Por: Víctor Palacios Cruz
Profesor adscrito al Departamento de Ciencias Teológicas.
Profesor adscrito al Departamento de Ciencias Teológicas.
Desde luego, el presente ha superado con largueza los sueños de Bacon. Excepto en la recreación de la vida. Pero lo interesante no es el desacierto del inglés, sino el hecho de que haya imaginado un mundo aventajado por una capacidad sin límites para manipular la naturaleza.
En contraste con el final del Medioevo, angustiado por la peste negra que dejó al género humano expuesto a fuerzas superiores y desconocidas, el moderno se agiganta fortalecido por el triunfo de las matemáticas y la astronomía, que le permiten sentir que algún día acabará con todos sus terrores. Esto es lo impresionante y a la vez inquietante de la modernidad: una confianza extrema en las facultades humanas y una inmensa fe en el futuro.
Lo que lleva a la ruptura con el pasado e impone un valor esencial de la cultura en la que todavía vivimos: la seguridad. Solucionar todos los problemas de la humanidad fue igualmente el fin que Descartes asignó a la filosofía.

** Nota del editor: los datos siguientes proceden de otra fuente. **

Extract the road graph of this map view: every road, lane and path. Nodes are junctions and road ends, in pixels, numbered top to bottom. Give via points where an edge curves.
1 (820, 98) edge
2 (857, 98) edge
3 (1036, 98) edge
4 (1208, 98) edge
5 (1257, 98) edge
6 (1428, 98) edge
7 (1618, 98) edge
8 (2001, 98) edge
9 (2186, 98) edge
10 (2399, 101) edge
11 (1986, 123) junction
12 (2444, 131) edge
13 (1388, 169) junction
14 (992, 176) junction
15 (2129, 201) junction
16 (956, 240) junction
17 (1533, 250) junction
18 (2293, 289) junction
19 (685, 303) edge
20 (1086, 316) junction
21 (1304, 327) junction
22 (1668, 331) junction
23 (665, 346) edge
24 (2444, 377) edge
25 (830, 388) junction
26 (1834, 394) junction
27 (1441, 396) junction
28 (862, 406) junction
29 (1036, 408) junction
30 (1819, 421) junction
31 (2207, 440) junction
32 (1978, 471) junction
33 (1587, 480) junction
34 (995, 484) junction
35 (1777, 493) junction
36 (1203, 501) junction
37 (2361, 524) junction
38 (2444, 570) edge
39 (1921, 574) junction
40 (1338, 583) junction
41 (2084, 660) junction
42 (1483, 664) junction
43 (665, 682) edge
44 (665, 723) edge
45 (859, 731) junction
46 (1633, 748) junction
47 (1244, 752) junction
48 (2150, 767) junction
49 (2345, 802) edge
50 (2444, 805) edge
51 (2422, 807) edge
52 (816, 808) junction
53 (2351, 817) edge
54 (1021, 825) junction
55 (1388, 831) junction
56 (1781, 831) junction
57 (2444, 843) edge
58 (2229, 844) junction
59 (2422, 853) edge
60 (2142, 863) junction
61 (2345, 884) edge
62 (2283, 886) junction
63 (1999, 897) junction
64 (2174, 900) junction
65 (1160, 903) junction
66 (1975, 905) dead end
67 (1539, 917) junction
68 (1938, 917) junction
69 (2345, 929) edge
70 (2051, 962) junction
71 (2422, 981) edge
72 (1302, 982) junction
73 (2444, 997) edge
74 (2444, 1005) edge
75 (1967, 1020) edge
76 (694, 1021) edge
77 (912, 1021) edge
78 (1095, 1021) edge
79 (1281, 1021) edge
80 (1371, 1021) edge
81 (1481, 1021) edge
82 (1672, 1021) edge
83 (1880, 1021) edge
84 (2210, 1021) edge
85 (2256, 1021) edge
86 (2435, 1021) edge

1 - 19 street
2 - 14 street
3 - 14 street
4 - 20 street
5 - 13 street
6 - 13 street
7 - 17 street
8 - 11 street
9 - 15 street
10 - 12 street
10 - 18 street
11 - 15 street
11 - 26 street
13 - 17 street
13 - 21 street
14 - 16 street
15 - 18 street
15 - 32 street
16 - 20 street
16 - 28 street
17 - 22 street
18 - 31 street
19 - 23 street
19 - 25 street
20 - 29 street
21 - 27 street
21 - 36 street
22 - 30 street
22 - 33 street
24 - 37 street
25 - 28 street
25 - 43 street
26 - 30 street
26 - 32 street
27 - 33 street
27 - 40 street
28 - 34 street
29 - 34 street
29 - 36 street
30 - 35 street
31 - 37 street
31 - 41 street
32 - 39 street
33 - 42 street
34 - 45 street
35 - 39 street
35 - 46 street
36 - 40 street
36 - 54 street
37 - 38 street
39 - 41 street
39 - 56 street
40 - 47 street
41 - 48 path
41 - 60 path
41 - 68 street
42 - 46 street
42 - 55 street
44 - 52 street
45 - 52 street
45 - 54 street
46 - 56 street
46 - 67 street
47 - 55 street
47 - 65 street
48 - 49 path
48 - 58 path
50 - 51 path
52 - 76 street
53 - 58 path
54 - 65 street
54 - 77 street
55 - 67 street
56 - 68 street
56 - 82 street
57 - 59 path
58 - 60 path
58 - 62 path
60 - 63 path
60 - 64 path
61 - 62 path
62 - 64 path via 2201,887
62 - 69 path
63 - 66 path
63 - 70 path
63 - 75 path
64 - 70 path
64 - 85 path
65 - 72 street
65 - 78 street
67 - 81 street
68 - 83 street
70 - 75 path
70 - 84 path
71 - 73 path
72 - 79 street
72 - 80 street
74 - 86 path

A inicios del siglo XIX la novela de Mary Shelley, Frankenstein o el moderno Prometeo, contó la historia de un monstruo solitario y desdichado, engendrado por un científico que había atravesado los límites de la vida. Bacon escribió con rotundidad que «la ciencia es poder», y todavía hoy no parece claro que la ciencia, la médica por ejemplo, esté dispuesta a detenerse y meditar mejor sus pasos. Aún seguimos jugando a ser como dioses.
Y cuando vemos las librerías atestadas de libros de autoayuda y el éxito millonario de los muchos Paulo Coelho del mercado, comprobamos que siguen vigentes las insignias de la modernidad: el predominio de la utilidad sobre la comprensión y del bienestar sobre el esfuerzo. La gente sólo quiere “sentirse bien” en todos los sentidos, incluido el psicológico. Sin embargo, en una mezcla indiscernible, son verificables otros indicios de que las nuevas generaciones, al menos emocionalmente, han abandonado la idolatría de la máquina.
Investigadores y diseñadores procuran ahora desaparecer u ocultar los famosos tubos y engranajes que Marinetti había exaltado. Toda la tecnología apunta firmemente hacia lo minúsculo, invisible y amable: los chips, lo inalámbrico y la apariencia curva y delicada de los aparatos.
A las viejas utopías sobre el futuro las ha seguido la fiesta despreocupada del consumo en tiempo presente, y al optimismo científico un neurótico miedo al desastre ecológico del porvenir. (Con qué sagacidad y sentido del humor, la película Wall-E ha retratado una humanidad posterior a la hecatombe, atrofiada por la propia tecnología.) El reciclaje, los productos orgánicos, el vegetarianismo, la revaloración de lo artesanal y el fervor ecologista son la expresión universal de un recelo ético de lo mecánico e industrial.
¿En qué mundo vivimos, entonces? Quizá en el de quienes, asustados por su poder y escarmentados por el pasado, se empeñan en humanizar la tecnología y apagar sus remordimientos con masivas causas solidarias. Fue sin duda un error poner el cielo en la Tierra; pero es un error parecido predicar el apocalipsis. Temo que el descrédito de los ideales equivocados sea el descrédito de toda esperanza y la excusa para la renuncia individualista, para la pereza más cínica.
Quizá es tiempo de recordar la vieja sabiduría, de un Montaigne o un Dostoievski, que dice que el humano prefiere más el camino que la meta, la búsqueda y el sentido que la satisfacción y el reposo. Seguimos buscando, nunca encontramos, buena razón para preservar la aventura de la vida y no volver absoluto lo que es sólo finito.